:: YOUR GOAL ::
A verbatim reprint of the records below is what this exercise asks for.

:: RECORD SET ::
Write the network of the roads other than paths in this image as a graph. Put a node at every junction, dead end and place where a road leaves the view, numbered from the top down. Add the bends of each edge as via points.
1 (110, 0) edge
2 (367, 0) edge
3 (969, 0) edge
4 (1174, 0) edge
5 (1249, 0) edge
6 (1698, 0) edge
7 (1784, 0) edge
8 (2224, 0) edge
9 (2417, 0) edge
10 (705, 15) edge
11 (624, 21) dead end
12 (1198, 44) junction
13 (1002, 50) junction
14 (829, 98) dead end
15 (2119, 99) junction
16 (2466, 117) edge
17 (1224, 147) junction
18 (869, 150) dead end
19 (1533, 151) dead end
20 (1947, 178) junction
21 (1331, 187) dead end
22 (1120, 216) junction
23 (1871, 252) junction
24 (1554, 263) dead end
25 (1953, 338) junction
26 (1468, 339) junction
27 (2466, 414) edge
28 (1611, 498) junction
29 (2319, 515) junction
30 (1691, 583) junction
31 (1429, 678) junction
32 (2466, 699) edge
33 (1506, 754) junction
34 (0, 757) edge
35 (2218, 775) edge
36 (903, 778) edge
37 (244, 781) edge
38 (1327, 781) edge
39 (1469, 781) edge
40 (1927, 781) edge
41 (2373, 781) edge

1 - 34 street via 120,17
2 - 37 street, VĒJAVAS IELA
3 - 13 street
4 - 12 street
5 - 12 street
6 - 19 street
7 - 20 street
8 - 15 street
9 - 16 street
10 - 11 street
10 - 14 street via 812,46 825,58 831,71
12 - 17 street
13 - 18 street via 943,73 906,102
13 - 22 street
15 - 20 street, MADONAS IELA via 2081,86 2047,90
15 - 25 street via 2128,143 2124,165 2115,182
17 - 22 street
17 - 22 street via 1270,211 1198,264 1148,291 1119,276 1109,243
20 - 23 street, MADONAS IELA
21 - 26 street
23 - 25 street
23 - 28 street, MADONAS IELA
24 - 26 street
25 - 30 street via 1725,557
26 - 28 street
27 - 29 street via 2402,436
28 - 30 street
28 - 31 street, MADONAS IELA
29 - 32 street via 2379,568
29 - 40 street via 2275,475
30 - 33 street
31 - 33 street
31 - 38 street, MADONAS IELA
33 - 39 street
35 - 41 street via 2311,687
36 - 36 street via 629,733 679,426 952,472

:: ANSWER BELOW ::
Write the network of the roads other than paths in this image as a graph. Put a node at every junction, dead end and place where a road leaves the view, numbered from the top down. Add the bends of each edge as via points.
1 (110, 0) edge
2 (367, 0) edge
3 (969, 0) edge
4 (1174, 0) edge
5 (1249, 0) edge
6 (1698, 0) edge
7 (1784, 0) edge
8 (2224, 0) edge
9 (2417, 0) edge
10 (705, 15) edge
11 (624, 21) dead end
12 (1198, 44) junction
13 (1002, 50) junction
14 (829, 98) dead end
15 (2119, 99) junction
16 (2466, 117) edge
17 (1224, 147) junction
18 (869, 150) dead end
19 (1533, 151) dead end
20 (1947, 178) junction
21 (1331, 187) dead end
22 (1120, 216) junction
23 (1871, 252) junction
24 (1554, 263) dead end
25 (1953, 338) junction
26 (1468, 339) junction
27 (2466, 414) edge
28 (1611, 498) junction
29 (2319, 515) junction
30 (1691, 583) junction
31 (1429, 678) junction
32 (2466, 699) edge
33 (1506, 754) junction
34 (0, 757) edge
35 (2218, 775) edge
36 (903, 778) edge
37 (244, 781) edge
38 (1327, 781) edge
39 (1469, 781) edge
40 (1927, 781) edge
41 (2373, 781) edge

1 - 34 street via 120,17
2 - 37 street, VĒJAVAS IELA
3 - 13 street
4 - 12 street
5 - 12 street
6 - 19 street
7 - 20 street
8 - 15 street
9 - 16 street
10 - 11 street
10 - 14 street via 812,46 825,58 831,71
12 - 17 street
13 - 18 street via 943,73 906,102
13 - 22 street
15 - 20 street, MADONAS IELA via 2081,86 2047,90
15 - 25 street via 2128,143 2124,165 2115,182
17 - 22 street
17 - 22 street via 1270,211 1198,264 1148,291 1119,276 1109,243
20 - 23 street, MADONAS IELA
21 - 26 street
23 - 25 street
23 - 28 street, MADONAS IELA
24 - 26 street
25 - 30 street via 1725,557
26 - 28 street
27 - 29 street via 2402,436
28 - 30 street
28 - 31 street, MADONAS IELA
29 - 32 street via 2379,568
29 - 40 street via 2275,475
30 - 33 street
31 - 33 street
31 - 38 street, MADONAS IELA
33 - 39 street
35 - 41 street via 2311,687
36 - 36 street via 629,733 679,426 952,472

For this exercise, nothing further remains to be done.